The All Tomorrow’s Parties (ATP) festival which holds events on the south coast will come to a close later this year after organisers decided it was time to “move on”.

The holiday camp festival – staged at holiday camps such as Pontins in Camber Sands – has been a popular draw as artists such as Sonic Youth’s Thurston Moore, Simpsons creator Matt Groening, Portishead and the actor and musician Vincent Gallo have chosen line-ups over the years. The success of the festival has seen it spread around the world to the United States and Australia.

But organisers have decided to pursue other projects, with two final shows scheduled for the end of the year.

“I guess it’s the end of an era,” said ATP organiser Barry Hogan. “We had been doing it for 14 years and we’ve put on every band we ever wanted to. It’s sad, but you don’t want it dragging on for ever like the Rolling Stones. I want people to look back on it with fond memories, rather than be one of those festivals that fizzles out – it was time to move on.”

In the final shows, American new-wave band Television will perform their influential 1977 Marquee Moon album in full. South London guitar band Loop will reform briefly to perform and curate the bill.

The festival had its roots in a 1999 event curated by indie band Belle and Sebastian and known as the Bowlie Weekender.

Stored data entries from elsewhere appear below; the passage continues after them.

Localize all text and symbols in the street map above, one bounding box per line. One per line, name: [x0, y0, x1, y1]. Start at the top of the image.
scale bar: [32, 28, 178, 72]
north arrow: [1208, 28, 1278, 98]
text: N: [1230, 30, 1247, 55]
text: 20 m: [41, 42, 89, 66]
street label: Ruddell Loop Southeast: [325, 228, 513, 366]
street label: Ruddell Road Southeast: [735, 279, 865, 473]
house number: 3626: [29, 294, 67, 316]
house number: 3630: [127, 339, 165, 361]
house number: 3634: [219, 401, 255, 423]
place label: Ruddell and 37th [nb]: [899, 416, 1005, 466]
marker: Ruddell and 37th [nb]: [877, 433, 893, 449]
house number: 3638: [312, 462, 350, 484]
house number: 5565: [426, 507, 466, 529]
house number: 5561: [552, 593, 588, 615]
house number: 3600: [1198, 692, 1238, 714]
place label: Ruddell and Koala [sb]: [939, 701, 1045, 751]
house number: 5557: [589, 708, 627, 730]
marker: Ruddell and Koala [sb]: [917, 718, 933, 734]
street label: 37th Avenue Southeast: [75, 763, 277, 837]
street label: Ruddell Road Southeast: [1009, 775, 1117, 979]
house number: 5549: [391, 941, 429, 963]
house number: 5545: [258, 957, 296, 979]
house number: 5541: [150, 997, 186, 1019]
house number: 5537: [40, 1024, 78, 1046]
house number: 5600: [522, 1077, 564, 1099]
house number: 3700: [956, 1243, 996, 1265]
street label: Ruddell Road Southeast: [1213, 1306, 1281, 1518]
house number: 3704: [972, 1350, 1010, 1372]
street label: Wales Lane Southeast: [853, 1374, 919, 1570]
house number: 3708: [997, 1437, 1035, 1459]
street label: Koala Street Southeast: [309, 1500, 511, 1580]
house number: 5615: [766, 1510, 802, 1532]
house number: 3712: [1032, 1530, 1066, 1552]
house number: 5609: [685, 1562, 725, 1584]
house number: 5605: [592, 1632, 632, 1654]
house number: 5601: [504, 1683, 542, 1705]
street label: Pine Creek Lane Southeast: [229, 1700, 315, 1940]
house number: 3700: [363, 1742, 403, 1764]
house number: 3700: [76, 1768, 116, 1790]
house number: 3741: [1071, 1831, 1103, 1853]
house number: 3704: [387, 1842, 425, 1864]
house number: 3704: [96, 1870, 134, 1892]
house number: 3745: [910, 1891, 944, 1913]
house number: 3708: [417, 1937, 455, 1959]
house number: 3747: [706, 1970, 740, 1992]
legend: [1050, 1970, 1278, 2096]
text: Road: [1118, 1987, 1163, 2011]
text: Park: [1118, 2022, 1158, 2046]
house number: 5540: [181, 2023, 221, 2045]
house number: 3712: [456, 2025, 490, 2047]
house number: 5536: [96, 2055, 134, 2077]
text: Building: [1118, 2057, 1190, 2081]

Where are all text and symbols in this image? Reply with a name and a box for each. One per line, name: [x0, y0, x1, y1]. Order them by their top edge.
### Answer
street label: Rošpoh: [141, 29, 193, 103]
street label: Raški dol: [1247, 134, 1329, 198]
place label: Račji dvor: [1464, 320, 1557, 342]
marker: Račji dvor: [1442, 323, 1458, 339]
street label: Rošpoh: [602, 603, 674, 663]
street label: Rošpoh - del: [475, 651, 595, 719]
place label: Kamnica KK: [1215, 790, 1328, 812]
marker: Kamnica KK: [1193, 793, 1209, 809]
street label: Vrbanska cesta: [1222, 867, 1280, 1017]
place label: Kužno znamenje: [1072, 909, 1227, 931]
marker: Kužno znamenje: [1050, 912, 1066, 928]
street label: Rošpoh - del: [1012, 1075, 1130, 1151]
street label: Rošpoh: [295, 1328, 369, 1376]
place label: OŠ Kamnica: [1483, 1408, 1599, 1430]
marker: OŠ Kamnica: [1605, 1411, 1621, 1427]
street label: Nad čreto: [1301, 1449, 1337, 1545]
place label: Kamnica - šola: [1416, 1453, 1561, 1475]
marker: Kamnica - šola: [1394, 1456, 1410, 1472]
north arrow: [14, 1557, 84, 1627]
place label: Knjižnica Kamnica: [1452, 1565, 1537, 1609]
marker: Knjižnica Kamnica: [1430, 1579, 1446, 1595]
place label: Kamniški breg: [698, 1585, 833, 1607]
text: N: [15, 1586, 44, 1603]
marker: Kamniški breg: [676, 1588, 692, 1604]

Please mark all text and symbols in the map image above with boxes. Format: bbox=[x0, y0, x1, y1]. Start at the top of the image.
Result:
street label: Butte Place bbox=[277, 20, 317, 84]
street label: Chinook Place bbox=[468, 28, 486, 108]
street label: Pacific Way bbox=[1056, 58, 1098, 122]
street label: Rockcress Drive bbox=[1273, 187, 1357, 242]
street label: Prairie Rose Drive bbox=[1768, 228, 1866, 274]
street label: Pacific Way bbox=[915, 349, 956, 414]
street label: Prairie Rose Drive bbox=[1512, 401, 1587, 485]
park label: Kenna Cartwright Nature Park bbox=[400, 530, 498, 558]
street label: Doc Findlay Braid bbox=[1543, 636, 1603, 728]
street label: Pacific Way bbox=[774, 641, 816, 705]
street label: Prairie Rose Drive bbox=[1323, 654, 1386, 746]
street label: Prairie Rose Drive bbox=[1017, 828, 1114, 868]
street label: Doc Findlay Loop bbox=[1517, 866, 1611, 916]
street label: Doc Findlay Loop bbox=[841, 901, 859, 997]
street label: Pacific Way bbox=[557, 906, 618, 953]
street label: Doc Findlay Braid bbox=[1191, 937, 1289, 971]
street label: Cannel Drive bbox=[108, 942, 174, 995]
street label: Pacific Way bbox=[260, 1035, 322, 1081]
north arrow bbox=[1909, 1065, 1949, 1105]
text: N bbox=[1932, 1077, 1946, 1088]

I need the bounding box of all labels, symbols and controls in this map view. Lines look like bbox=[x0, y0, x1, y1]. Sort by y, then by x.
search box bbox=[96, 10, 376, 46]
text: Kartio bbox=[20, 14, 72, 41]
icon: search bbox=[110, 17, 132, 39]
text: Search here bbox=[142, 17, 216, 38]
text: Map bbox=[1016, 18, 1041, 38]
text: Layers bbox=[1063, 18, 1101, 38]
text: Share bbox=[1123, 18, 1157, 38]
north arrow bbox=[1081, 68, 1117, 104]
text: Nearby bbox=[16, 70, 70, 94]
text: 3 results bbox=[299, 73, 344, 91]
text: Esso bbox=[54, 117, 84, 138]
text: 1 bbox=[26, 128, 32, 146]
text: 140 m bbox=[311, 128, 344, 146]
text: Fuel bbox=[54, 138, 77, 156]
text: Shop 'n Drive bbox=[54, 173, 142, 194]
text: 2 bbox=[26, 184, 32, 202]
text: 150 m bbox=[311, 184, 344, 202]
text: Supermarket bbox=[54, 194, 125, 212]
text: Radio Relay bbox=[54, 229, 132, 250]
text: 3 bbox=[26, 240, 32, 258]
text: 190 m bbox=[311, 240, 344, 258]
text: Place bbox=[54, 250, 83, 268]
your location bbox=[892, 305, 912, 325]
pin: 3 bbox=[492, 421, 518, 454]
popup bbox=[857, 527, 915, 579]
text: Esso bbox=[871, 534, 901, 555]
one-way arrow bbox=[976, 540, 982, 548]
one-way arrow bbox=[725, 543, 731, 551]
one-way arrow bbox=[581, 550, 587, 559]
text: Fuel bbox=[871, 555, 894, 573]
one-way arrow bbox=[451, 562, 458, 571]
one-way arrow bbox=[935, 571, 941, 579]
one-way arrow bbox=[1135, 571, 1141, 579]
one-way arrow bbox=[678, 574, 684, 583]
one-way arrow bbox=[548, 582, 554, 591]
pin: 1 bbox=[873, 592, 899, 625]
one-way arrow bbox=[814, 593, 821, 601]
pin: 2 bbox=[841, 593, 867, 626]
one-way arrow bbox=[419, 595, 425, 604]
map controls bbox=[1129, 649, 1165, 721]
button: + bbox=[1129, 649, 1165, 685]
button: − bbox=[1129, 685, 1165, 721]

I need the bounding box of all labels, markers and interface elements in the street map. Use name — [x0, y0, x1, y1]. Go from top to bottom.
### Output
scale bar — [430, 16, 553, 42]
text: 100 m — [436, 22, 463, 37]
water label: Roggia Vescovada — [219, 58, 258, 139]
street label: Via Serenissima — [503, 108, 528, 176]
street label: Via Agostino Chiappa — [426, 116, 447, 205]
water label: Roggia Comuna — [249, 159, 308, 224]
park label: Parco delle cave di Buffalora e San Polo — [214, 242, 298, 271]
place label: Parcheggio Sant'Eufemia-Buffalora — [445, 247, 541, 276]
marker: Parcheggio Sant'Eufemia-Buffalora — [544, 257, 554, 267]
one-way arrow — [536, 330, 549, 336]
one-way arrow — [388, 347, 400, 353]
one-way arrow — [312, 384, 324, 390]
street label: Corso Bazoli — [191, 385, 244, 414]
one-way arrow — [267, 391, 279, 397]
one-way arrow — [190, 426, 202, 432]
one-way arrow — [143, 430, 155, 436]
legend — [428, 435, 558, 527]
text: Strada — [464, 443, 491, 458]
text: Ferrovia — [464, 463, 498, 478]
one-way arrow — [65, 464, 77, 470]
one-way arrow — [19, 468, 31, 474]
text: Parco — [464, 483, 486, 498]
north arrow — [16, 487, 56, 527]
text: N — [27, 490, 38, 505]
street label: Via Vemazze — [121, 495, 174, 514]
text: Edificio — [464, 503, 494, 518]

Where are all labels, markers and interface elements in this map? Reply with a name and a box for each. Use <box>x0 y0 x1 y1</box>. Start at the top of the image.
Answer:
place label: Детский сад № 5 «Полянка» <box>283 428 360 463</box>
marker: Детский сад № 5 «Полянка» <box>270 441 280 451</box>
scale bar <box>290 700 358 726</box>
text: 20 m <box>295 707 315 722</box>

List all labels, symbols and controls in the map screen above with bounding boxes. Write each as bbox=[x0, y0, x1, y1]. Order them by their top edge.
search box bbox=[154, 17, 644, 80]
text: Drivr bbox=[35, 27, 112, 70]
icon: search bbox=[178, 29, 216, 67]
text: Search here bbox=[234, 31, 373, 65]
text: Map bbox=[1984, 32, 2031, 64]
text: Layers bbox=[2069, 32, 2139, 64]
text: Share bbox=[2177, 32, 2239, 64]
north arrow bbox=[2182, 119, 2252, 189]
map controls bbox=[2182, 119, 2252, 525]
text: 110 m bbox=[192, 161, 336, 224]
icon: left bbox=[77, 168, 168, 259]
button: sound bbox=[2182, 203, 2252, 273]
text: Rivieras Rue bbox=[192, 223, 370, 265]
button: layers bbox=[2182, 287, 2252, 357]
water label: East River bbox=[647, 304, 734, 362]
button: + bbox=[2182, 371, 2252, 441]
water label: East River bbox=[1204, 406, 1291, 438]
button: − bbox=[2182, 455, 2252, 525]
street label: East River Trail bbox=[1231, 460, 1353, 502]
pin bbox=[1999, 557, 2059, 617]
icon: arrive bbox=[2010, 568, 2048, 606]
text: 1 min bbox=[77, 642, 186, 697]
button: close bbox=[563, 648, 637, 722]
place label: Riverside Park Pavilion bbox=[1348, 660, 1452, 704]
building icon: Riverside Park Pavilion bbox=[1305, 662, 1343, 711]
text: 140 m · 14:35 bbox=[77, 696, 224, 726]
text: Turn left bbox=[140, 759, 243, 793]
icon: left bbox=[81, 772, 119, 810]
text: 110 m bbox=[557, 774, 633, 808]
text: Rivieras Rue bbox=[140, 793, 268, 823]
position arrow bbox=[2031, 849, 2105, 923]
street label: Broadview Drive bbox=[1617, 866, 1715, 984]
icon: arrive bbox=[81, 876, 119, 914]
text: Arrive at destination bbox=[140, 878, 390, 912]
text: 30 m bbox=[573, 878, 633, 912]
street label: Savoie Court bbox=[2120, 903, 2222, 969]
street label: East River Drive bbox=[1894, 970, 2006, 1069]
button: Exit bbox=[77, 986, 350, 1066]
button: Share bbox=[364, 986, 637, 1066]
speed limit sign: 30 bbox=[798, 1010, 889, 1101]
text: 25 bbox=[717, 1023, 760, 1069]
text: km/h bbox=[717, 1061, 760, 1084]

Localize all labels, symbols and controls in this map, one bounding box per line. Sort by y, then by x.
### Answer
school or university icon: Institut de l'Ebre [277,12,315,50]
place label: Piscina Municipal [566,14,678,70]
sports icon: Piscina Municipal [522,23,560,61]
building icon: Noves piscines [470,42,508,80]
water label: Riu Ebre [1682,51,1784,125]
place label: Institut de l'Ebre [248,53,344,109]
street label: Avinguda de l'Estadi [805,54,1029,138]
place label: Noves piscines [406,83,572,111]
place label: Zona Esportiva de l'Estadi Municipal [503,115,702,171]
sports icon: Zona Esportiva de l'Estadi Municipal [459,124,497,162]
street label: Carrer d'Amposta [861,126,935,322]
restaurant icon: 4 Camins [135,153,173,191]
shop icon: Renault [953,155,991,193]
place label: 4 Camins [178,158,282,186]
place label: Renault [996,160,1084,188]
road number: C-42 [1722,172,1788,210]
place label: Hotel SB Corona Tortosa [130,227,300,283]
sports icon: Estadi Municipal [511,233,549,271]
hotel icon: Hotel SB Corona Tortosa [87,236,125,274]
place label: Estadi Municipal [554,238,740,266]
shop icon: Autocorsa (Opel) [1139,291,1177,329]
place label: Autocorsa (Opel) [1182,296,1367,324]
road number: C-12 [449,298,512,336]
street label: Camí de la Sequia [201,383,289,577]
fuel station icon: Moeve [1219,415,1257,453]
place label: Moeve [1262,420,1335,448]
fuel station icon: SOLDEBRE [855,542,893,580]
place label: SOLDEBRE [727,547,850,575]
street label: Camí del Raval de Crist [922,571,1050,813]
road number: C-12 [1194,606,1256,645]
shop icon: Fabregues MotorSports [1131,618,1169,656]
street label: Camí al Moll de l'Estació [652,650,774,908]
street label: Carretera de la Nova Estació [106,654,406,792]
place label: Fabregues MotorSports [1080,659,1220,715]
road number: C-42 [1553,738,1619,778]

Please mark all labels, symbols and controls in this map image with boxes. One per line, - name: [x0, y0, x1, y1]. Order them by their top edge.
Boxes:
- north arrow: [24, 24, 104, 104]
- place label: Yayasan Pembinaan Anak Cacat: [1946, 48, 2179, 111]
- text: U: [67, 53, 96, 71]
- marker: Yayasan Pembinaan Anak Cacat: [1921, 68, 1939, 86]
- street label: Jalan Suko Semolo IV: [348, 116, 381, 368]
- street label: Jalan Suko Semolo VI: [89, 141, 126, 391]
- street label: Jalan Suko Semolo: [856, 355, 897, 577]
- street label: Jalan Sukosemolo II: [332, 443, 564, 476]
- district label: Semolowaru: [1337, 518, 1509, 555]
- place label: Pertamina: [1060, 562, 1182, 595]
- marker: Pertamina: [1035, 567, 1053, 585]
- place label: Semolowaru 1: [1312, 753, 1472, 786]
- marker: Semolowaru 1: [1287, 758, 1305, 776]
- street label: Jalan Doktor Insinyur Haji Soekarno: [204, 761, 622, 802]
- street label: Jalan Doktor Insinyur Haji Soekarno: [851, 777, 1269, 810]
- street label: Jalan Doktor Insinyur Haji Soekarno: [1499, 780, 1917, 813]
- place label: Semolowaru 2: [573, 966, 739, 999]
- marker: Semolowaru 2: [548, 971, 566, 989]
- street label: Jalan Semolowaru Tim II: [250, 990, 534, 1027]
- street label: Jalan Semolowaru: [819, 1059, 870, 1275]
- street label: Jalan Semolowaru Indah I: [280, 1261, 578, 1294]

A follow-up the following year was named All Tomorrow’s Parties, after the Velvet Underground track. The festival was unique as when not performing, bands would mingle with fans, staying in the same accommodation. It was also seen as an antidote to the larger, more corporate festivals such as Reading and Leeds.

The music would often lean towards avant-garde, underground hip-hop and electronica as well as more traditional rock. The lack of sponsorship also made the festival very credible at a time when others were becoming more commercial.

In 2009, a feature-length documentary was released which premiered at the Edinburgh Film Festival.

BBC 6Music DJ Tom Ravenscroft, who has attended the festival eight times, including the first, said: “I remember being instantly confused because we normally went to festivals but here we had apartments, which was very cool. In most festivals you’re normally separated from the bands, but at ATP there is no ‘backstage area’.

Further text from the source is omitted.